No oitavo dia de guerra na Ucrânia, as tropas russas se posicionaram perto de Kiev, capital do país. Segundo o Departamento de Defesa dos Estados Unidos, os russos pararam para se reagrupar antes de uma possível invasão da capital ou estão enfrentando desafios como falta de suprimentos e resistência de civis.

Vladimir Putin

O presidente russo, Vladimir Putin, garante que a Rússia vai atingir seus objetivos na Ucrânia "aconteça o que acontecer". Ele fez esta afirmação em conversa com o presidente francês, Emmanuel Macron. A Rússia chama a guerra na Ucrânia de "operação especial" para destruir as capacidades militares do país e capturar o que considera “nacionalistas perigosos”.

Volodymyr Zelensky

O presidente da Ucrânia declarou, nesta quinta-feira (3), que também está pronto para o que for necessário, mas para conseguir a paz.

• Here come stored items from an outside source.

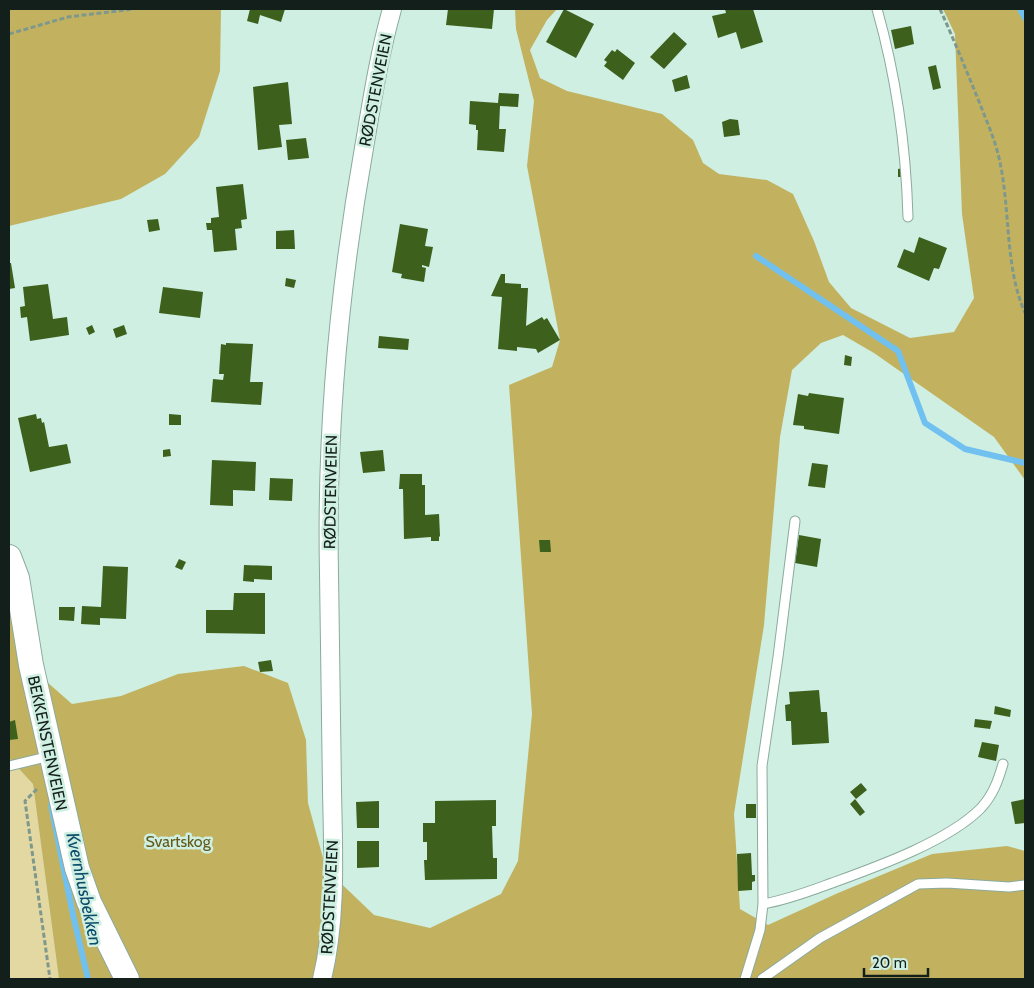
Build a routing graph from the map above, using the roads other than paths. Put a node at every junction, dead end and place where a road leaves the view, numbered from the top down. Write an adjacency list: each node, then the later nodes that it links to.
1 (392, 9): 12 (street, RØDSTENVEIEN)
2 (877, 9): 3 (lane)
3 (908, 217)
4 (795, 521): 10 (lane)
5 (9, 557): 6 (main road, BEKKENSTENVEIEN)
6 (51, 756): 8 (lane); 11 (main road, BEKKENSTENVEIEN)
7 (1003, 764): 10 (lane)
8 (9, 766)
9 (1025, 885): 14 (lane)
10 (763, 904): 13 (lane)
11 (126, 979)
12 (322, 979)
13 (745, 979)
14 (762, 979)

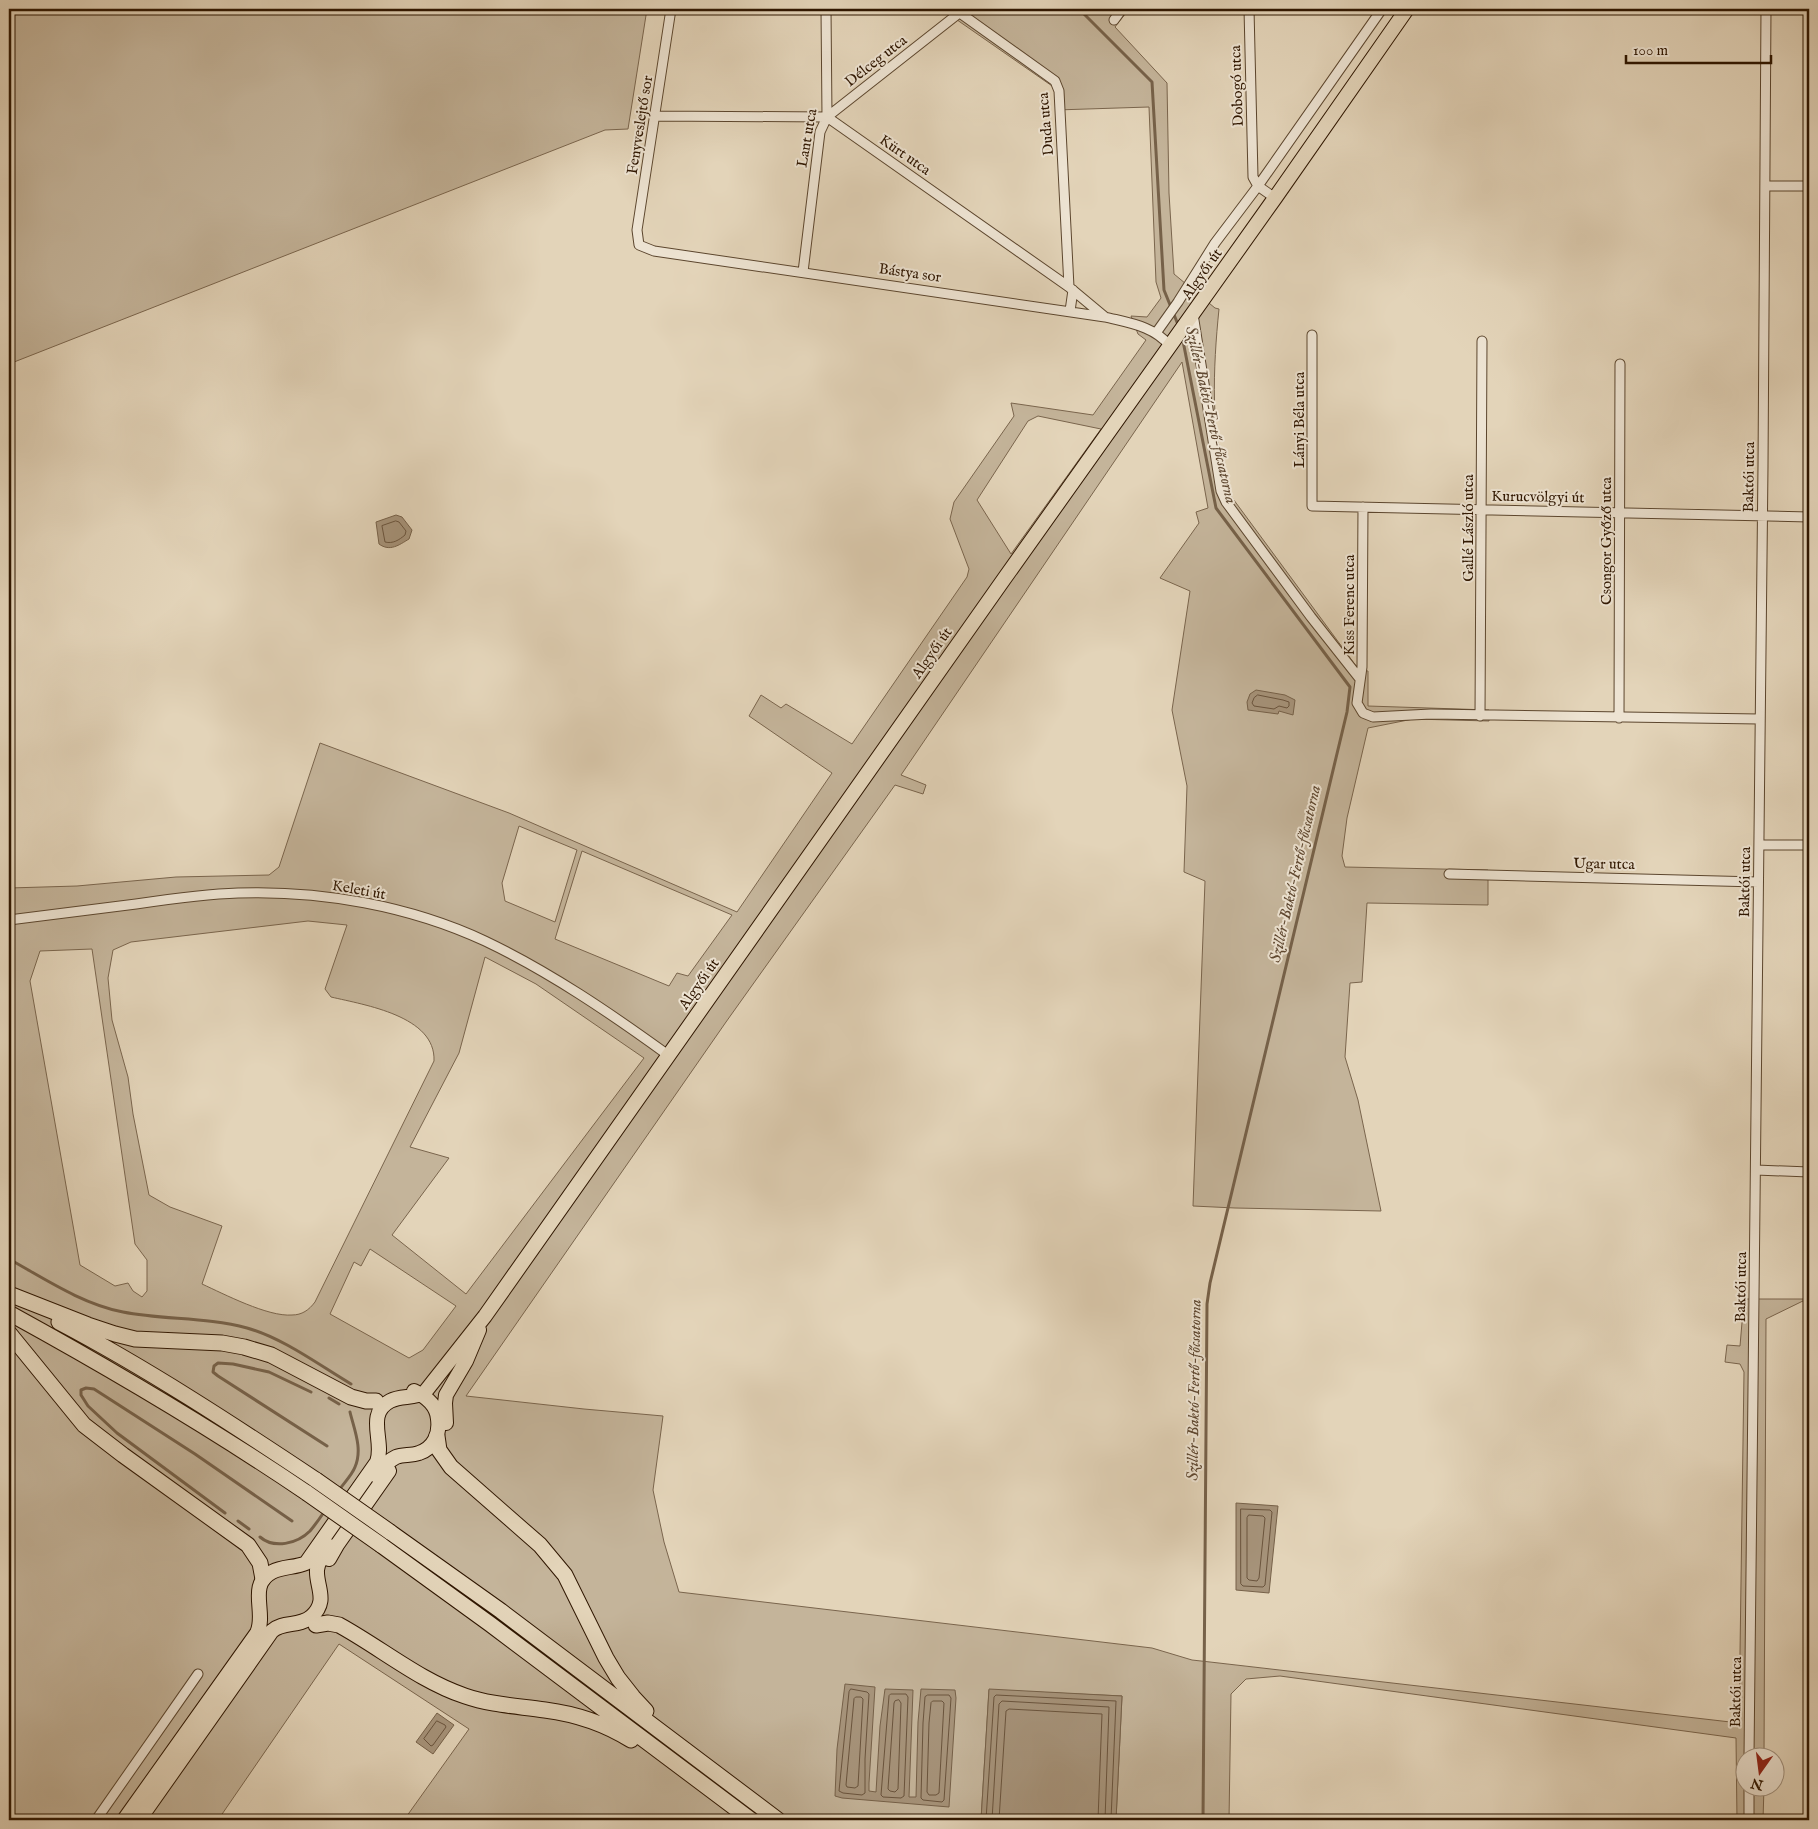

Zelensky disse ainda que os ucranianos não querem matar, e que os médicos do país também estão tratando feridos russos.

Instabilidade no Banco Itaú

Uma instabilidade no aplicativo do banco Itaú levou vários usuários a relatarem saídas ou entradas de dinheiro em suas contas na manhã desta quinta-feira (3). A página oficial da instituição respondeu a várias das reclamações feitas pelos clientes nas redes sociais. Nas mensagens, o Itaú confirma a instabilidade e diz que o problema está sendo resolvido.

PF investiga Bolsonaro

A Polícia Federal (PF) iniciou investigação sobre a declaração do presidente Jair Bolsonaro (PL), que associou a vacinação contra Covid-19 ao risco de desenvolver Aids. Essa relação, que não existe, foi feita por Bolsonaro em uma transmissão nas suas redes sociais em 2021. O inquérito foi aberto no dia 3 de dezembro por determinação do ministro Alexandre de Moraes, do Supremo Tribunal Federal.